(Stored items from a collection)
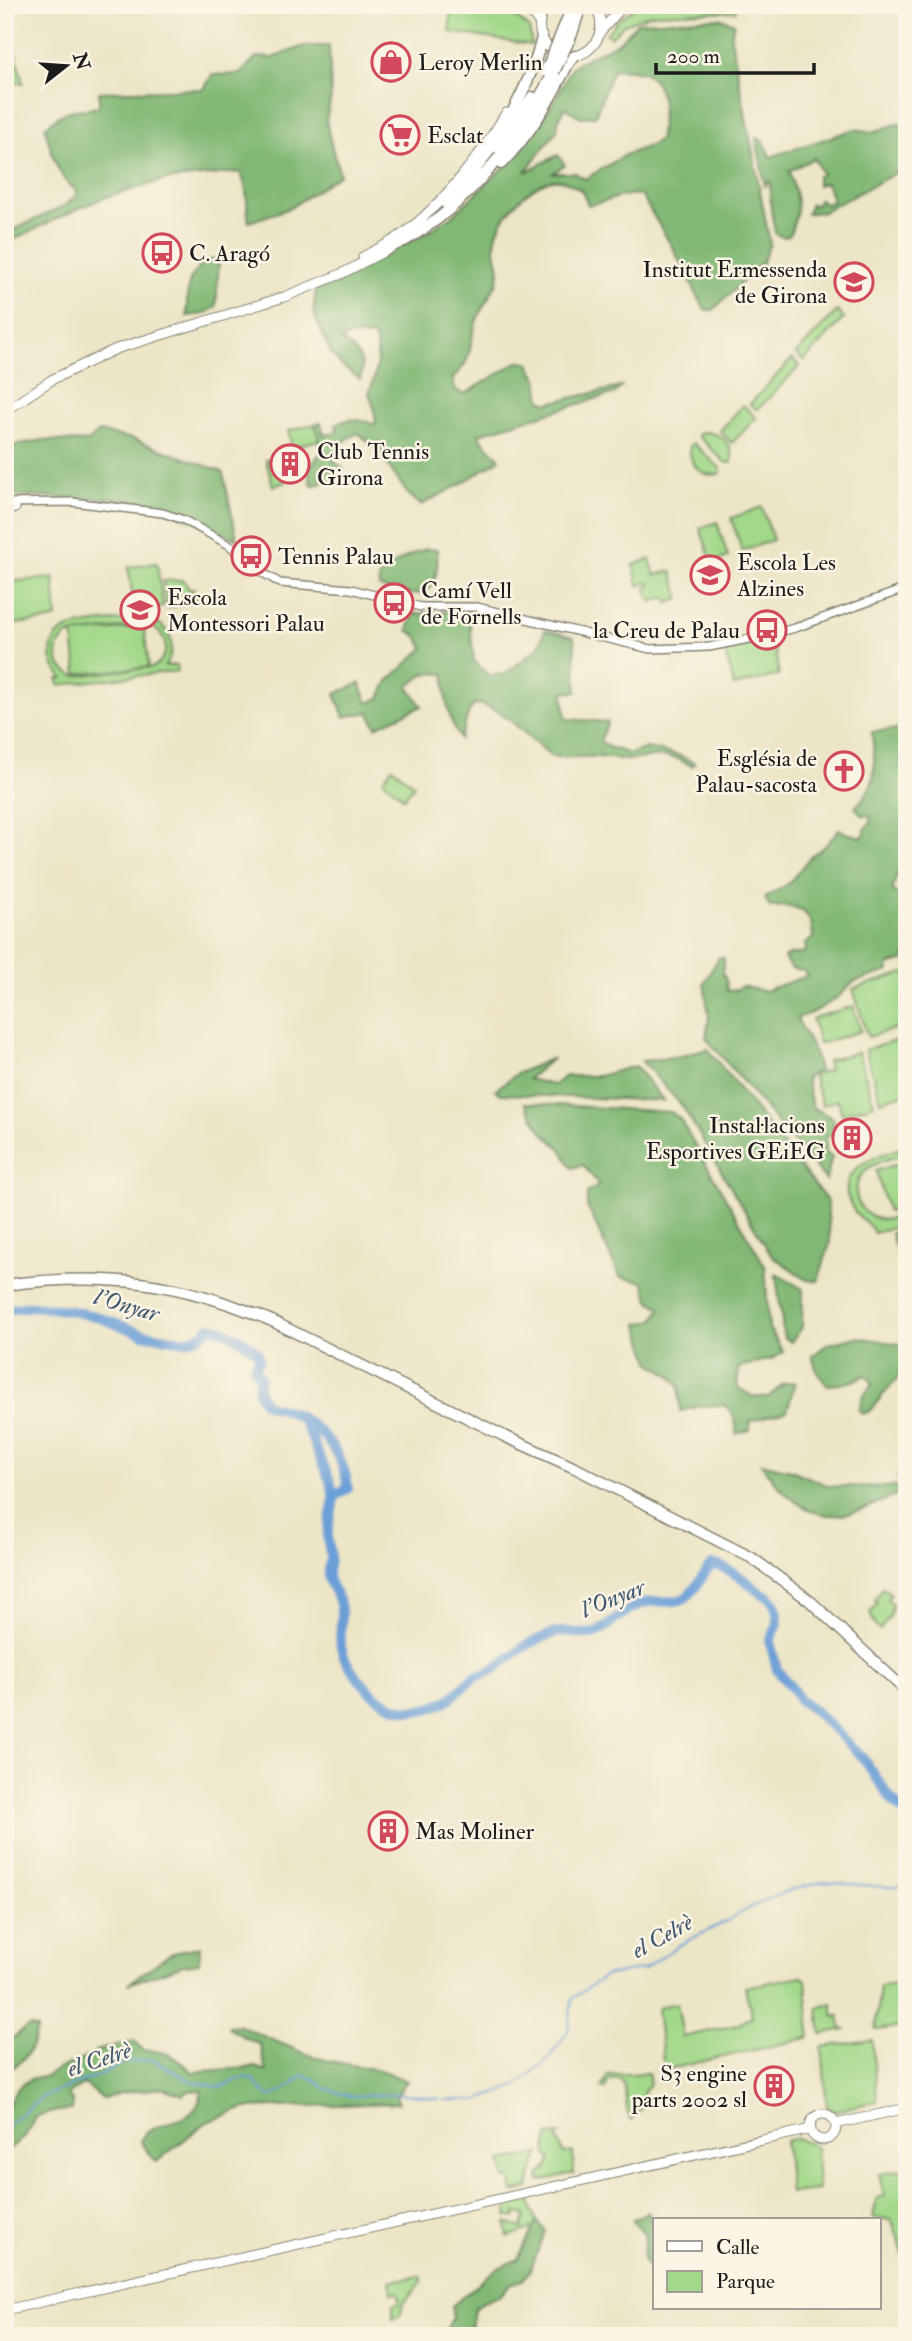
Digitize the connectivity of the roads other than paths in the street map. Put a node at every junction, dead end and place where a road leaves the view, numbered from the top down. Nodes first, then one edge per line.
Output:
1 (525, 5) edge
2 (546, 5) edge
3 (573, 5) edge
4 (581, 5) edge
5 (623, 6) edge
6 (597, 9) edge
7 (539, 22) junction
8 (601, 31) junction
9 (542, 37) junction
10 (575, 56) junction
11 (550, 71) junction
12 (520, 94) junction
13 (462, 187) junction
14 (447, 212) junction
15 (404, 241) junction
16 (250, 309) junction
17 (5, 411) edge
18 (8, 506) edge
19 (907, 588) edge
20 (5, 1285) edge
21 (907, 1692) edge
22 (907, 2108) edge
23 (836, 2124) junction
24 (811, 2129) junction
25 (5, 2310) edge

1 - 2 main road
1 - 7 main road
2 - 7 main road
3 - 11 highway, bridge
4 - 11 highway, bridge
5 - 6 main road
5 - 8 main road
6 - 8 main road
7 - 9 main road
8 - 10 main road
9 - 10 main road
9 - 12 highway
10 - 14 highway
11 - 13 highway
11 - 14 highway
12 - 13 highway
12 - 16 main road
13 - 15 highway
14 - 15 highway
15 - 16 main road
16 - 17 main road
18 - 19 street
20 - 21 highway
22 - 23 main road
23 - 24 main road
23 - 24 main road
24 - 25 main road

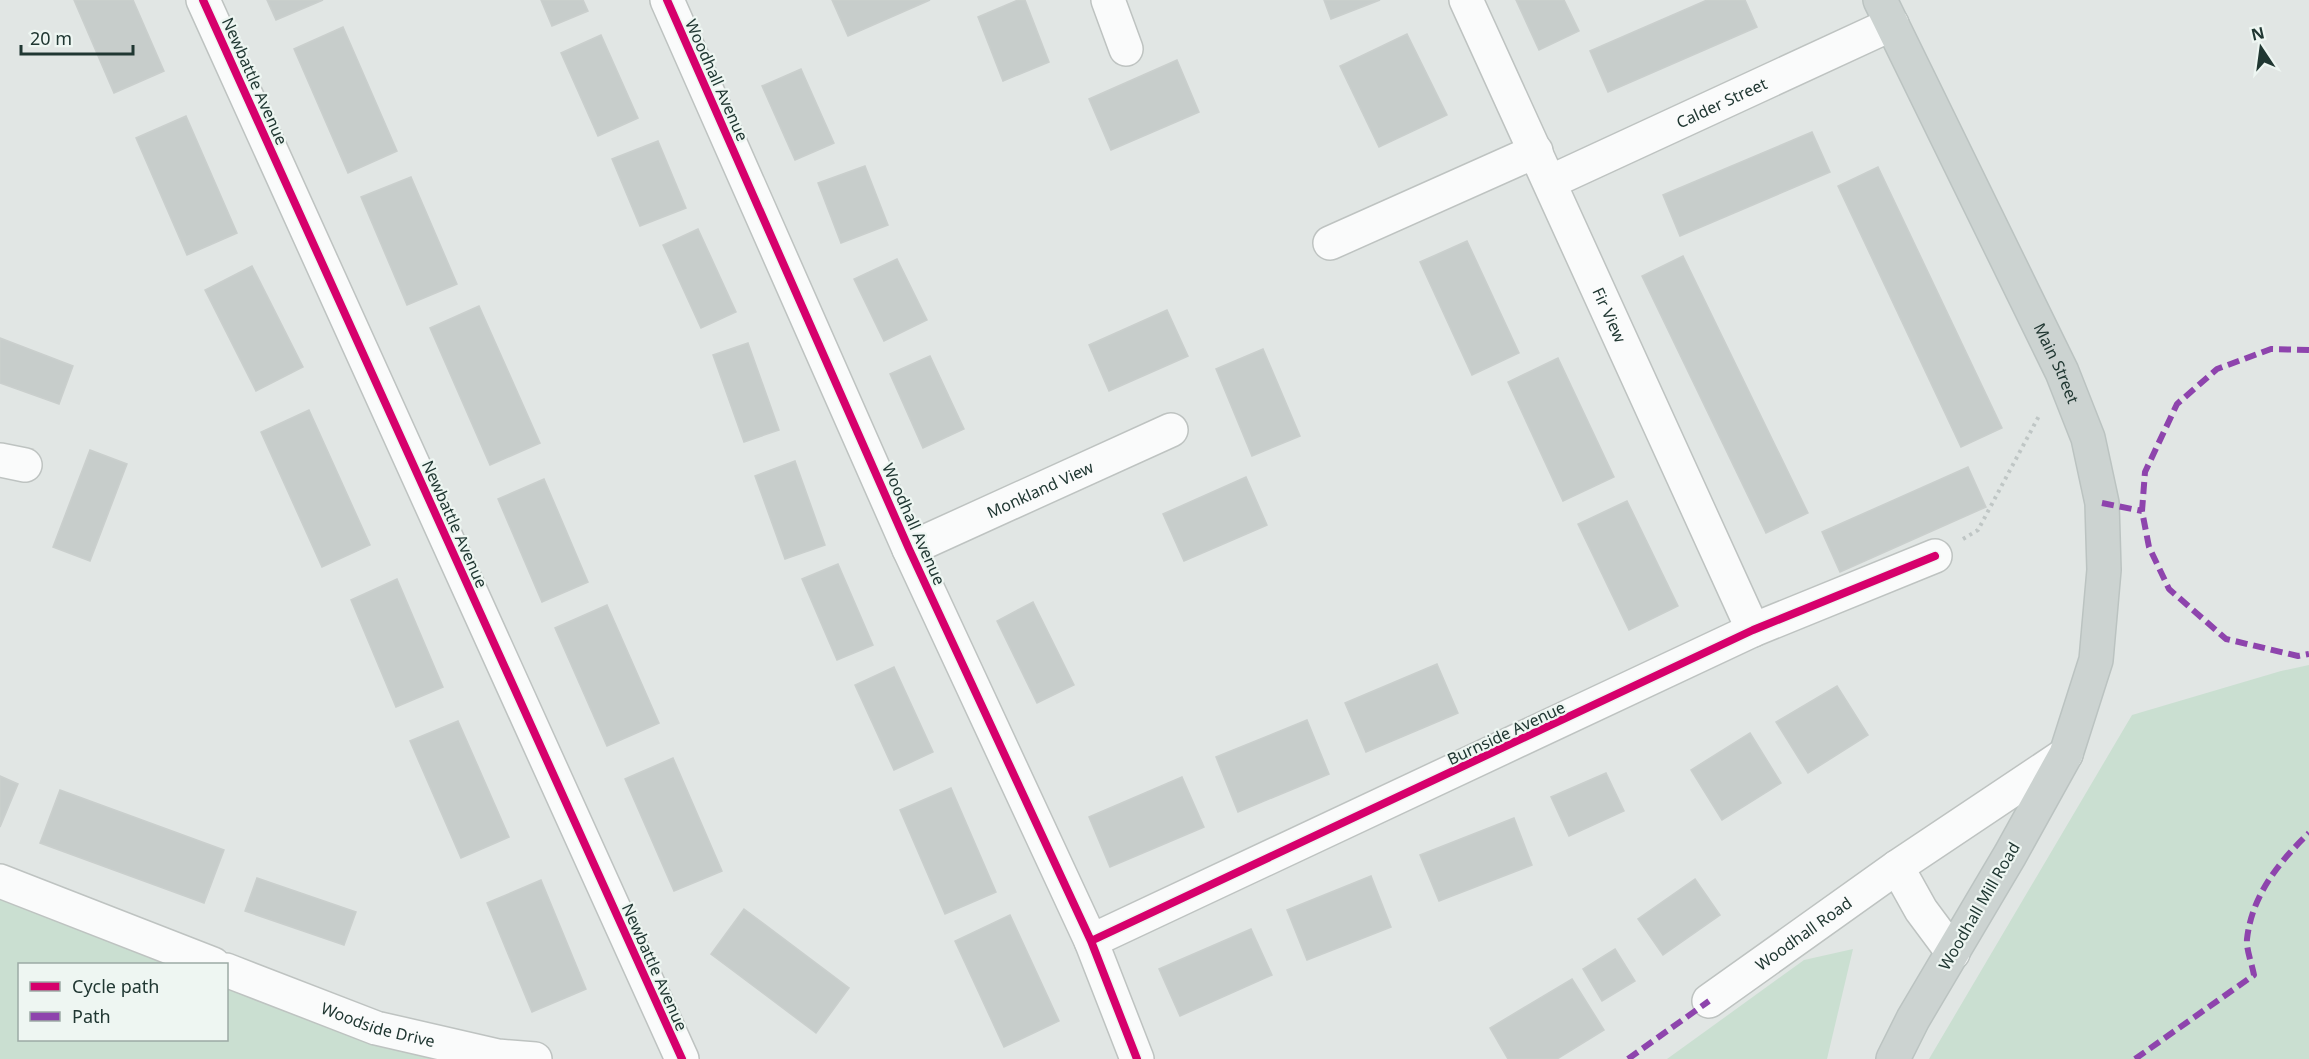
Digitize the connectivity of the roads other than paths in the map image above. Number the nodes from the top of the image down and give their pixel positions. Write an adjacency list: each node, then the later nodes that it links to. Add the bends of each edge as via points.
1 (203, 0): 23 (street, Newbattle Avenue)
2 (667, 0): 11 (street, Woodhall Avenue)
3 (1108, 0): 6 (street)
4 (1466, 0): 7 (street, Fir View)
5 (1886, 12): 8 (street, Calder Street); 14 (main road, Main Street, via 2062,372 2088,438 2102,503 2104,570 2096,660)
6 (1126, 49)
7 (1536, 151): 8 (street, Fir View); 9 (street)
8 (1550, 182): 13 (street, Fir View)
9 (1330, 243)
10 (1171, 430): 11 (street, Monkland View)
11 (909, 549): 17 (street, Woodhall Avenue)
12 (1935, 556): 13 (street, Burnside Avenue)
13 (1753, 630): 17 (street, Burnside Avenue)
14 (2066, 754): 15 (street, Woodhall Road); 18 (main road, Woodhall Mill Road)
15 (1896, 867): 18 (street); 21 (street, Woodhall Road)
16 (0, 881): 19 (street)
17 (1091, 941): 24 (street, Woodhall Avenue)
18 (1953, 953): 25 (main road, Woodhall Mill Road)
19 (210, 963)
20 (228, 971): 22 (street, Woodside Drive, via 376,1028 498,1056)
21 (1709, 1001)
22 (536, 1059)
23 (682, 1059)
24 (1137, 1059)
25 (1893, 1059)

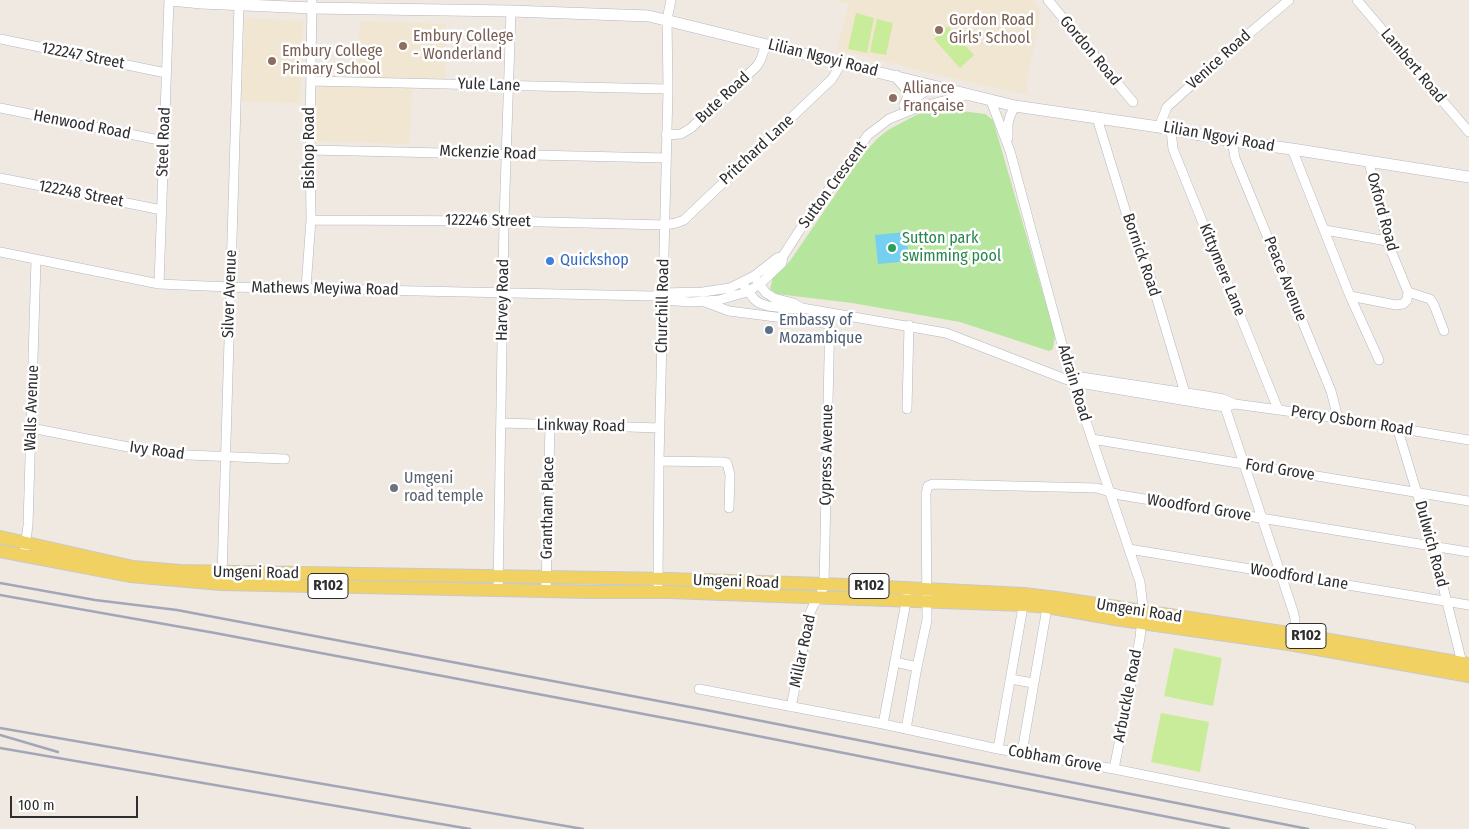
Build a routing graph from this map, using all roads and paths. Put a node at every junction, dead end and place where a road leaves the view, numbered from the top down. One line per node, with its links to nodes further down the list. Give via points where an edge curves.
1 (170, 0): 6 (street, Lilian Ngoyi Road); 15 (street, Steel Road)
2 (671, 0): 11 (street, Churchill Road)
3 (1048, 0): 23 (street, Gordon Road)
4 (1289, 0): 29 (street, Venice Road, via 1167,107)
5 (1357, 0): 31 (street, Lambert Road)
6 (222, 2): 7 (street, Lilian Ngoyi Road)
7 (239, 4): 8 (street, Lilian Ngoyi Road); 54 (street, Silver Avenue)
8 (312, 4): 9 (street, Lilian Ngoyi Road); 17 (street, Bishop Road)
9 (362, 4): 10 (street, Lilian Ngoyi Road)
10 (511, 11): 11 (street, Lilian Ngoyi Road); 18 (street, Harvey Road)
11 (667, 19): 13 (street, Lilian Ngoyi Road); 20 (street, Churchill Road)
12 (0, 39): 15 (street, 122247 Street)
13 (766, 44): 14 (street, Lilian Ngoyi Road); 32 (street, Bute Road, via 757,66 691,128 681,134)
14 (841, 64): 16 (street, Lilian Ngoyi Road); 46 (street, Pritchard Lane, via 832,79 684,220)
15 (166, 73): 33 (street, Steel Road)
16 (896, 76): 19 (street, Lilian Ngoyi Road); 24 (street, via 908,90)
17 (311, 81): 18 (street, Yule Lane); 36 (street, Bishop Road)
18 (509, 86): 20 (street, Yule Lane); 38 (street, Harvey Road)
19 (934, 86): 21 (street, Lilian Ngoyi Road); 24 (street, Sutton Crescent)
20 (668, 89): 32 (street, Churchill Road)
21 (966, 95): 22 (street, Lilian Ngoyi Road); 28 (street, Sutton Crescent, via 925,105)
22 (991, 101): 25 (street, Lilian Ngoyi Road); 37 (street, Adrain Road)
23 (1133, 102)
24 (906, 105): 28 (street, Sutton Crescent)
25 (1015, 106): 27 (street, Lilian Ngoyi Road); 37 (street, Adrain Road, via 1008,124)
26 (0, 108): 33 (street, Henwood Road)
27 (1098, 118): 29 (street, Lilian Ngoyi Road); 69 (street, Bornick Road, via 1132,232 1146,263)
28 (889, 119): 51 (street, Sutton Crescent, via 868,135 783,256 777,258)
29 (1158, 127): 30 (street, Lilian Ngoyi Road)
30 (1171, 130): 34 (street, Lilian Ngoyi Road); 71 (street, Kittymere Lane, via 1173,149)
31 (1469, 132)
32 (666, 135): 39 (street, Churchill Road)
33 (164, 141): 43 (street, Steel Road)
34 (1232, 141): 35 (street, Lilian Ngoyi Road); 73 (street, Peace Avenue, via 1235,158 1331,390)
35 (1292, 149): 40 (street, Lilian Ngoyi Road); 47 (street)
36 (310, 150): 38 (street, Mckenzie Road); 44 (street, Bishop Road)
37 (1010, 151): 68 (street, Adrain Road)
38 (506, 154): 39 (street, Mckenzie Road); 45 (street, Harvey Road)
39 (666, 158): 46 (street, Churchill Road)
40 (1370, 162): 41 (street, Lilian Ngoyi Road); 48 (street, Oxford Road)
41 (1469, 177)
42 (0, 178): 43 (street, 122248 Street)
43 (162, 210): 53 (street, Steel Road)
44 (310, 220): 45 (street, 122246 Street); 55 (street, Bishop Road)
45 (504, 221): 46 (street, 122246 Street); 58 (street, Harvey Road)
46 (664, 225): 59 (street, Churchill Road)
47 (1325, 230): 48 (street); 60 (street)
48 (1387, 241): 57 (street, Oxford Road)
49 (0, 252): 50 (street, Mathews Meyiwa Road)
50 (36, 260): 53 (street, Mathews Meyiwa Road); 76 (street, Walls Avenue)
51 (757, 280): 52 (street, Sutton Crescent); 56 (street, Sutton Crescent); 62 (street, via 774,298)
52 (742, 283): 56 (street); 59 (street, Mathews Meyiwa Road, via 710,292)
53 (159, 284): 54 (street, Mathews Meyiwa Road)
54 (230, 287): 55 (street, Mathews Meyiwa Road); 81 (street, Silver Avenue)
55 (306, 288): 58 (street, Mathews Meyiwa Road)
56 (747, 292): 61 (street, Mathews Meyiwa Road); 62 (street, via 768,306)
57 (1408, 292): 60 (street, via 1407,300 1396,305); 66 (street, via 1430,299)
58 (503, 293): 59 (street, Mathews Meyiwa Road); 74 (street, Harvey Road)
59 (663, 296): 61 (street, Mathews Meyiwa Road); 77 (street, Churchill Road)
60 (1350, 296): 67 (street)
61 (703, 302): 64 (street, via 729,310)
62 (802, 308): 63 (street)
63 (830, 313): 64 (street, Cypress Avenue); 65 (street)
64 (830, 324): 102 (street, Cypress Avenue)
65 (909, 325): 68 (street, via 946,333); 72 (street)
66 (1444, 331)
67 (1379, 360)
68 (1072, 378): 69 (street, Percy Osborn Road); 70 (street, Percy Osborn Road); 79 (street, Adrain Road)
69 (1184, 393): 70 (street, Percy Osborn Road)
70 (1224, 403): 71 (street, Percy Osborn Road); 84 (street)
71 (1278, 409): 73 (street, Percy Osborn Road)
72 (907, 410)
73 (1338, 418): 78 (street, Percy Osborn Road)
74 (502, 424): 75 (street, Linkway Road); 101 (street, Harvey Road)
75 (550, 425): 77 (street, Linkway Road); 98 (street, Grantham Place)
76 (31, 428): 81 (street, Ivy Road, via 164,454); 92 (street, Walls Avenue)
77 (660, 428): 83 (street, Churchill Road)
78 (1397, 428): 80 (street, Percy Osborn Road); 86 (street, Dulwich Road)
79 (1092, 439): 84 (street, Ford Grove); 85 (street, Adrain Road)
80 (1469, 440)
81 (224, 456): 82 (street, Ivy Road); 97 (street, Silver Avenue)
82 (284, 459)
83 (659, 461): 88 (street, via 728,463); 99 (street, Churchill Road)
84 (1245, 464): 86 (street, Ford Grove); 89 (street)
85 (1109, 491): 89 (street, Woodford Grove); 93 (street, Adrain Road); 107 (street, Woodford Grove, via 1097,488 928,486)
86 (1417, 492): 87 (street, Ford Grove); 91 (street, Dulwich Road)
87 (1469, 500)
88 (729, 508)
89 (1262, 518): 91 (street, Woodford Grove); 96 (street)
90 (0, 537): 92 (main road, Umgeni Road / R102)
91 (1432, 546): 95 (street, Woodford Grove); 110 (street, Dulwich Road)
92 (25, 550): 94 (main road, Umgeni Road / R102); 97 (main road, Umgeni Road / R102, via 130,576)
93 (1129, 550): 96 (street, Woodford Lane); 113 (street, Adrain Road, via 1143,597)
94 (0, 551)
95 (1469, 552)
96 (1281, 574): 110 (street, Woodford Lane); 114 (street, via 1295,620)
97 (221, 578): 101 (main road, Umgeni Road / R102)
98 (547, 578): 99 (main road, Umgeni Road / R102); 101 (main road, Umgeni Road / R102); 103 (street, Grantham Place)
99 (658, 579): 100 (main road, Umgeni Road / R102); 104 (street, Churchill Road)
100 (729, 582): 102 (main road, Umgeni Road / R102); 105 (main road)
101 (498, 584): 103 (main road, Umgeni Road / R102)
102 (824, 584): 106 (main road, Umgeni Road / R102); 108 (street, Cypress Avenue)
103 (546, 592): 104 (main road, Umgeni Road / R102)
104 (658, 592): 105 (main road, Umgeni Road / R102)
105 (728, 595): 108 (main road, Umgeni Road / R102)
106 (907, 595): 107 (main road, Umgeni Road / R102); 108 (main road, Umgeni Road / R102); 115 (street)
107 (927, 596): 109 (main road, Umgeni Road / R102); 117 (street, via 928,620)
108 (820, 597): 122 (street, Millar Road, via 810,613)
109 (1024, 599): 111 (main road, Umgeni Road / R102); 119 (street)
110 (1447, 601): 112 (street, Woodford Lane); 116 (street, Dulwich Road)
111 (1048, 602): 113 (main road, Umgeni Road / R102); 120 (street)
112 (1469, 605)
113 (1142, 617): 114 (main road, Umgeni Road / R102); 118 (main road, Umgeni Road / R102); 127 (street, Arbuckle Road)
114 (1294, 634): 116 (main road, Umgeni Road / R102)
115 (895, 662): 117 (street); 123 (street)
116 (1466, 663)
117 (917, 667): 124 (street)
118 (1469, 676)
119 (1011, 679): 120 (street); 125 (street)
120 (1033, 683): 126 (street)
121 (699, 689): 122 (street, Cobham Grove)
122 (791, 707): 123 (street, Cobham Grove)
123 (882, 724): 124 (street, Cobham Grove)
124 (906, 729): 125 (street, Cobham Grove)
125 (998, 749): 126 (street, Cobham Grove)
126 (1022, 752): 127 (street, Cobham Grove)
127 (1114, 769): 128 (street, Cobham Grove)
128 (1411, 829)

Task to carry out – Which of the lines above contain "Adrain"? Return them all.

The answer –
22 (991, 101): 25 (street, Lilian Ngoyi Road); 37 (street, Adrain Road)
25 (1015, 106): 27 (street, Lilian Ngoyi Road); 37 (street, Adrain Road, via 1008,124)
37 (1010, 151): 68 (street, Adrain Road)
68 (1072, 378): 69 (street, Percy Osborn Road); 70 (street, Percy Osborn Road); 79 (street, Adrain Road)
79 (1092, 439): 84 (street, Ford Grove); 85 (street, Adrain Road)
85 (1109, 491): 89 (street, Woodford Grove); 93 (street, Adrain Road); 107 (street, Woodford Grove, via 1097,488 928,486)
93 (1129, 550): 96 (street, Woodford Lane); 113 (street, Adrain Road, via 1143,597)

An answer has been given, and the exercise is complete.